Re: Constraint types and its effect on OPF convergence

[Ray Zimmerman]

I am not familiar with any specific papers on this topic. As Shri suggests, I 
suspect the answer is it is very dependent on operating point, solution 
algorithm and parameters of your network.

Whether or not there is anything that you can say that would apply in general 
sounds like a significant research project.

Ray


> On Sep 11, 2015, at 8:47 AM, Arun Shrestha  wrote:
> 
> Dear Ray,
> 
> I was wondering if you could shed some light on this topic. Do you recommend 
> any book or paper which might provide some insights?
> 
> Thank you,
> Arun S.
> 
> On Thu, Sep 10, 2015 at 10:05 AM, Abhyankar, Shrirang G.  > wrote:
> I am not sure there is a clear obvious way to tell which constraints pose the 
> most problem for the optimization. Perhaps doing some sensitivity analysis 
> might help, but with different operating conditions you will get different 
> sensitivities. There are a few papers published on convergence behavior of 
> interior point algorithms, I haven't read them yet, that may be of help. 
> 
> It is an interesting question. I hope some of the folks working on OPF and 
> related problems can shed some light.
> 
> Shri
> 
> Sent from my iPad
> 
> On Sep 9, 2015, at 8:25 AM, Arun Shrestha  > wrote:
> 
>> Hello MATPOWER Community,
>> 
>> I am trying to understand how various constraint types can affect OPF 
>> convergence. Are some constraints easy to satisfy than others? Is there a 
>> way to figure out the effect of constraints type (in terms of total number 
>> of loadflow iteration or convergence time)  on OPF convergence?
>> 
>> For Example:
>> Let's assume a small power system with four generating stations. The 
>> solution of an unconstrained OPF is shown below:
>> 
>> Gen Active Power: P1gen_0, P2gen_0, P3gen_0, P4gen_0
>> Gen Reactive Power: Q1gen_0, Q2gen_0, Q3gen_0, Q4gen_0
>> Gen voltage Magnitude:  V1gen_0, V2gen_0, V3gen_0, V4gen_0
>> Gen Voltage Angle: TH1gen_0, TH2gen_0, TH3gen_0, TH4gen_0
>> Next I add a user defined constraints as shown below, one at a time.
>> 
>> Constraint #1: P1gen + P2gen <= P_const OR
>> Constraint #2: Q1gen + Q2gen <= Q_constOR
>> Constraint #3: V1gen + V2gen <= V_const  OR
>> Constraint #4: TH1gen + TH2gen <= TH_const
>> 
>> I would like to know which constraint (out of 4) will result in the fastest 
>> OPF convergence.
>> 
>> Since runopf function uses Newton Method (by default), I think P and Q 
>> constraints will converge faster than V and TH constraints (based on how 
>> power flow is solved). Is there any mathematical derivation which shows the 
>> effect of the constraints on OPF convergence? Or the OPF convergence solely 
>> depends upon the power system model/cost function used?
>> 
>> Any help on this topic is highly appreciated.
>> Thank you,
>> Arun
>> 
> 

Re: Constraint types and its effect on OPF convergence

[Abhyankar, Shrirang G.]

I am not sure there is a clear obvious way to tell which constraints pose the 
most problem for the optimization. Perhaps doing some sensitivity analysis 
might help, but with different operating conditions you will get different 
sensitivities. There are a few papers published on convergence behavior of 
interior point algorithms, I haven't read them yet, that may be of help.

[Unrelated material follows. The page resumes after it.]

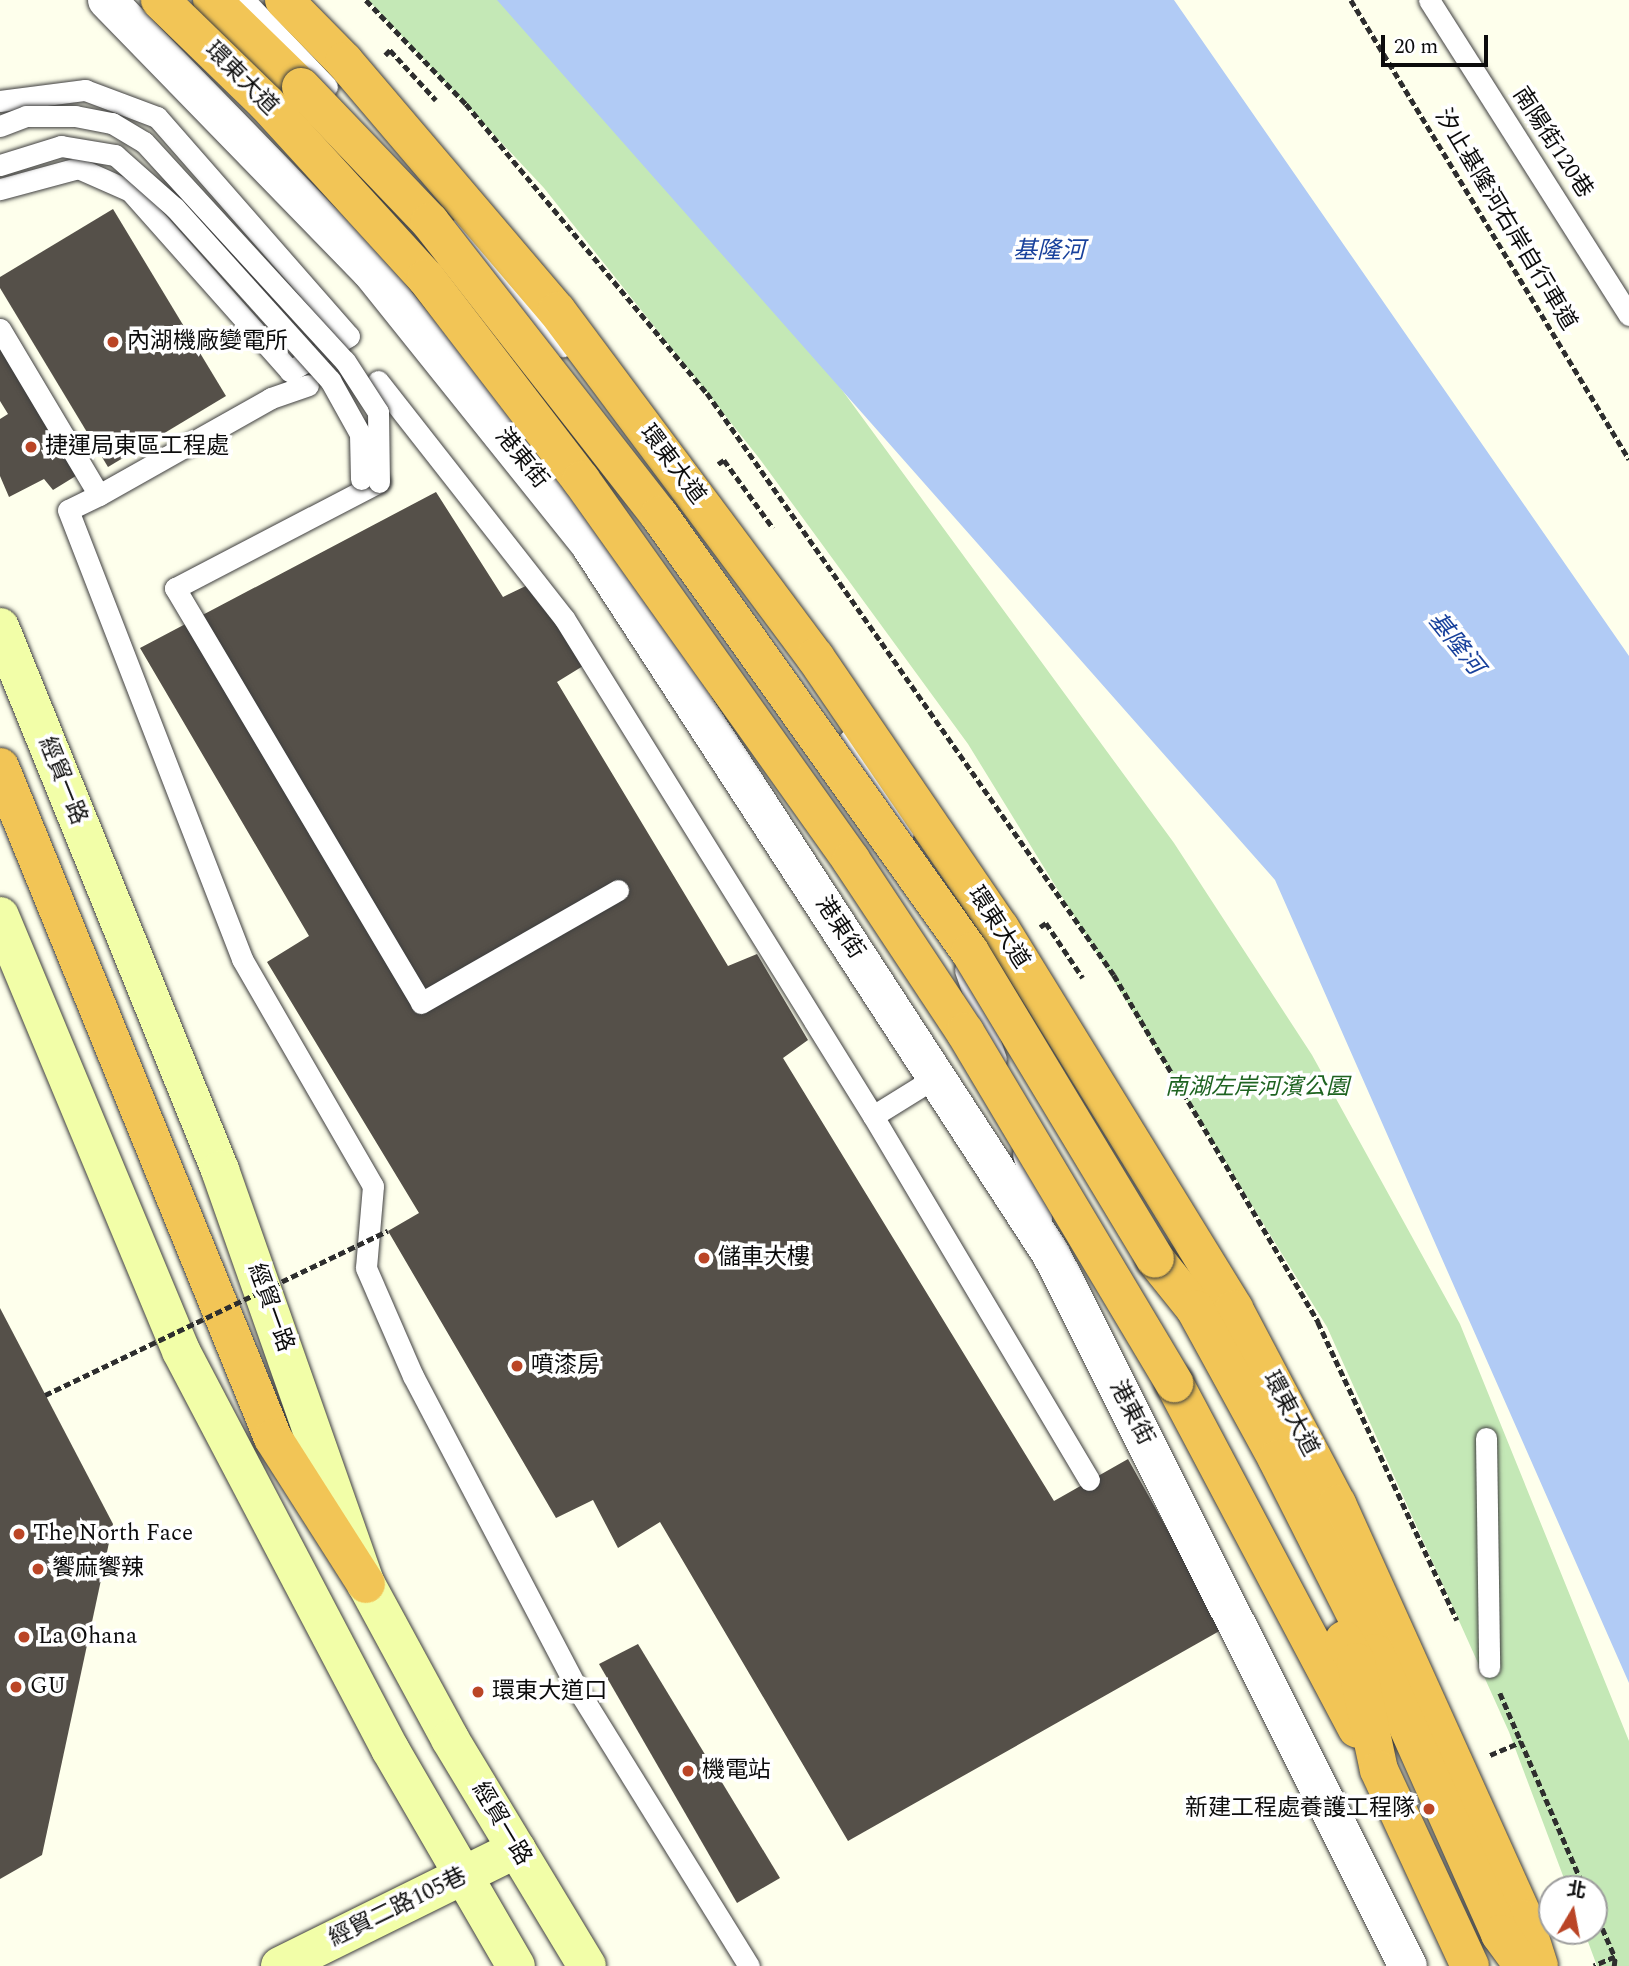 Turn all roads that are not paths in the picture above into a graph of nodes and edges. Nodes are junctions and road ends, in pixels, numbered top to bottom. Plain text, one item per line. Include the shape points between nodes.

It is an interesting question. I hope some of the folks working on OPF and 
related problems can shed some light.

Shri

Sent from my iPad

On Sep 9, 2015, at 8:25 AM, Arun Shrestha 
> wrote:


Hello MATPOWER Community,

I am trying to understand how various constraint types can affect OPF 
convergence. Are some constraints easy to satisfy than others? Is there a way 
to figure out the effect of constraints type (in terms of total number of 
loadflow iteration or convergence time)  on OPF convergence?

For Example:
Let's assume a small power system with four generating stations. The solution 
of an unconstrained OPF is shown below:

Gen Active Power: P1gen_0, P2gen_0, P3gen_0, P4gen_0
Gen Reactive Power: Q1gen_0, Q2gen_0, Q3gen_0, Q4gen_0
Gen voltage Magnitude:  V1gen_0, V2gen_0, V3gen_0, V4gen_0
Gen Voltage Angle: TH1gen_0, TH2gen_0, TH3gen_0, TH4gen_0

Next I add a user defined constraints as shown below, one at a time.

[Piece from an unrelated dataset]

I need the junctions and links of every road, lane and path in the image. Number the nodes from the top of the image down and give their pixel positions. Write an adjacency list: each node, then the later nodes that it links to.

Constraint #1: P1gen + P2gen <= P_const OR
Constraint #2: Q1gen + Q2gen <= Q_constOR
Constraint #3: V1gen + V2gen <= V_const  OR
Constraint #4: TH1gen + TH2gen <= TH_const

I would like to know which constraint (out of 4) will result in the fastest OPF 
convergence.

Since runopf function uses Newton Method (by default), I think P and Q 
constraints will converge faster than V and TH constraints (based on how power 
flow is solved). Is there any mathematical derivation which shows the effect of 
the constraints on OPF convergence? Or the OPF convergence solely depends upon 
the power system model/cost function used?

Any help on this topic is highly appreciated.

Thank you,
Arun